Book Review: Elite Dancing and Dining in London and Paris

Society Dancing: Fashionable Bodies in England, 1870-1920, by Theresa Jill Buckland, Basingstoke: Palgrave Macmillan, 2011, x + 200 pp., £50.00 (hardback) ISBN 978-0-230-27714-4

Bourgeois Consumption: Food, Space and Identity in London and Paris, 1850-1914, by Rachel Rich, Manchester: Manchester University Press, 2011, ix + 213 pp., £55.00 (hardback) ISBN 978-0-7190-8112-5

Reviewed by Dr Kelly Boyd, Institute of Historical Research, University of London

k.boyd@blueyonder.co.uk

As Leonore Davidoff showed us in The Best Circles, one of the most difficult tasks in nineteenth-century English high society was the maintenance of one’s place in the hierarchy.[1] As the upper middle class expanded, this came to be more and more the province of women who monitored class status and reinforced it.  In both the books here, the way this happened is teased out through two ubiquitous–but little studied–parts of middle-class life: dancing and eating.  Theresa Jill Buckland demonstrates how dancing was rejuvenated from a rather tedious set of rote movements to include more socially alluring forms, how Society dancing became popular down the social ladder, and how it eventually escaped the eyes of chaperones and allowed independence to modern young people in the early twentieth century.  Rachel Rich’s study examines the social settings of dining inside and outside the home in London and Paris, allowing the reader to witness the stresses of home entertaining, the arrival of restaurant dining, and the flight of men to their clubs in London, while providing an illuminating contrast with how things were done in Paris, the capital of the gastronomic world.  Each investigation enhances our understanding of class and gender in this period, and the ways social rituals evolved in response to the need for society to define proper middle-class behaviour.

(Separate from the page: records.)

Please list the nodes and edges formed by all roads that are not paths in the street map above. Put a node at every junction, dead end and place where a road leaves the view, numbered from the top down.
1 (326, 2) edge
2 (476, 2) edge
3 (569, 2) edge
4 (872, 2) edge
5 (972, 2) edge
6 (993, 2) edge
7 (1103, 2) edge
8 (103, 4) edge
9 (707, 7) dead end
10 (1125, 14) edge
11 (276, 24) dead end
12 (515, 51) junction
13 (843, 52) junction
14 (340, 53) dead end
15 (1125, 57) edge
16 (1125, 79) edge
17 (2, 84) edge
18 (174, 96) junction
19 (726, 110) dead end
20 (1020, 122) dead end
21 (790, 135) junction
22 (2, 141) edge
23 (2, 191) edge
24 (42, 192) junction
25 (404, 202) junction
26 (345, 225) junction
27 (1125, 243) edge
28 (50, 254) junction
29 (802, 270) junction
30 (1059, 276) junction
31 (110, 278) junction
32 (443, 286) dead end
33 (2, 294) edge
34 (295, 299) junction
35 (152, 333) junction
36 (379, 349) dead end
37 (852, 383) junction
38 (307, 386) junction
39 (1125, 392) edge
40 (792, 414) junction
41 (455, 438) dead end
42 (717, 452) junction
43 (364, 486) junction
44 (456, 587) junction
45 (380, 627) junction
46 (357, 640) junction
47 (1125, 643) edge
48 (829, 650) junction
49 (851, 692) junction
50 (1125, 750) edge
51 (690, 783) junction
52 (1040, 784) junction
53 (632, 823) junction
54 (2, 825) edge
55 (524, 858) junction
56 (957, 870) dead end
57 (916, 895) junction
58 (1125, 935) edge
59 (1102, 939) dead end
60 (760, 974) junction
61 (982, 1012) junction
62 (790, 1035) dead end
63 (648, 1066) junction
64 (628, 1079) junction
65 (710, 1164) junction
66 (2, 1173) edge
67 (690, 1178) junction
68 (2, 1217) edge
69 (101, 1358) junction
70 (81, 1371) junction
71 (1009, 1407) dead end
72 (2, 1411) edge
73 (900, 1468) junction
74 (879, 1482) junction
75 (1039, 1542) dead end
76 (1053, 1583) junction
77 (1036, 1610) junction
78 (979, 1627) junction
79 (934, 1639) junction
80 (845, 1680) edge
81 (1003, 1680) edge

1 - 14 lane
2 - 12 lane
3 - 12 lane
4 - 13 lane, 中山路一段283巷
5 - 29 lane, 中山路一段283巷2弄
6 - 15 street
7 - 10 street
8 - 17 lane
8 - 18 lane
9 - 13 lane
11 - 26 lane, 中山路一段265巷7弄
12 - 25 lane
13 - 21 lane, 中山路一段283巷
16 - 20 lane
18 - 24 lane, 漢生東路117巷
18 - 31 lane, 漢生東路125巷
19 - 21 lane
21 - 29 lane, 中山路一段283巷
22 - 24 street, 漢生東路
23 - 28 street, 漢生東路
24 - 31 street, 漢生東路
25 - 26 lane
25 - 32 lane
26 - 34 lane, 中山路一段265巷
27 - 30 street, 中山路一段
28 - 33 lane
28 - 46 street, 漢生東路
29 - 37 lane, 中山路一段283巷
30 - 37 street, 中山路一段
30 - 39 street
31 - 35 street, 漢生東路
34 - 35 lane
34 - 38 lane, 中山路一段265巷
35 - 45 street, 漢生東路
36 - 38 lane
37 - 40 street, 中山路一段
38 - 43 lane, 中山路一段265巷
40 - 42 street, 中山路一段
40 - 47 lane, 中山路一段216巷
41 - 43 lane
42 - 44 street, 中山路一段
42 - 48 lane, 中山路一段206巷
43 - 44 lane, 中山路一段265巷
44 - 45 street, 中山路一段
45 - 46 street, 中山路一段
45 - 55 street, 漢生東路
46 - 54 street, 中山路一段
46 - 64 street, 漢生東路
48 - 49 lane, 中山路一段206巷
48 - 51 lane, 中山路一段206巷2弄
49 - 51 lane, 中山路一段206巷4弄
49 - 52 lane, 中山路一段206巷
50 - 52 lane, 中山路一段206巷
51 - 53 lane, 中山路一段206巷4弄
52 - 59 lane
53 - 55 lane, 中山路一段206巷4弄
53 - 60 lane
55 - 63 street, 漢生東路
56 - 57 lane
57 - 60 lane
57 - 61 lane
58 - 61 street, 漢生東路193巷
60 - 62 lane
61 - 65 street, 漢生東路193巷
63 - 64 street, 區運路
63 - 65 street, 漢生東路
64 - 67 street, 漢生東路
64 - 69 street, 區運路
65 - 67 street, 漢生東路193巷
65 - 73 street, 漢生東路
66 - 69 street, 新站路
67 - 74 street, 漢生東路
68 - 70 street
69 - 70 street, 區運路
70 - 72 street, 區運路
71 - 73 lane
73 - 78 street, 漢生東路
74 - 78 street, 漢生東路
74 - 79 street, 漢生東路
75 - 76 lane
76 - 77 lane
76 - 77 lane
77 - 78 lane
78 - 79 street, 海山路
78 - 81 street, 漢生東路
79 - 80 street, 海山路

Dancing was ubiquitous in depictions of the nineteenth century.  Contemporary novels were certain to include a ballroom scene and few films or television dramas about the period miss the opportunity to have a scene set on the dance floor.  Military men reminisce about it, young women and their mothers fetishise its importance in their lives, and it serves as the analogue to the battlefield for heroines.  The animating events for Austen’s Pride and Prejudice derive from opinions formed in the ballroom and Buckland demonstrates that social dancing was an integral part of elite culture in the early nineteenth century.  She shows its roots in court culture where intricately patterned dances allowed a certain amount of social discourse between men and women.  In the course of her book, Buckland traces the way dance cemented the social standing of the rising upper middle class as part of a new elite, but also incorporated the lower middle class in new venues by the end of the century.

Dancing and ballrooms were an important facet of upper-class life.  They allowed efficient networking, reinforcing ties between notable families while permitting them to display their social and cultural capital.  Dances in London during the season were not public events, but mostly took place in the ballrooms of private homes.  In fact, Buckland notes that, until the Savoy opened in 1889, there were no large public rooms for dancing in the capital.  The end of the century saw an escalation in the building of new venues (mostly in hotels).  Guest lists were carefully vetted and those who aspired to join the elite rightly perceived an invitation to a ball as a stamp of approval.  This is unsurprising and Buckland wants to take us deeper into the event.  What was the shape of the evening?  To what extent was a ball fixed in terms of the programme?  Which dances were popular?  How intricate were they?  How did people learn them?  Perhaps more important, how successful was society dancing in maintaining its role as an arbiter of social rank?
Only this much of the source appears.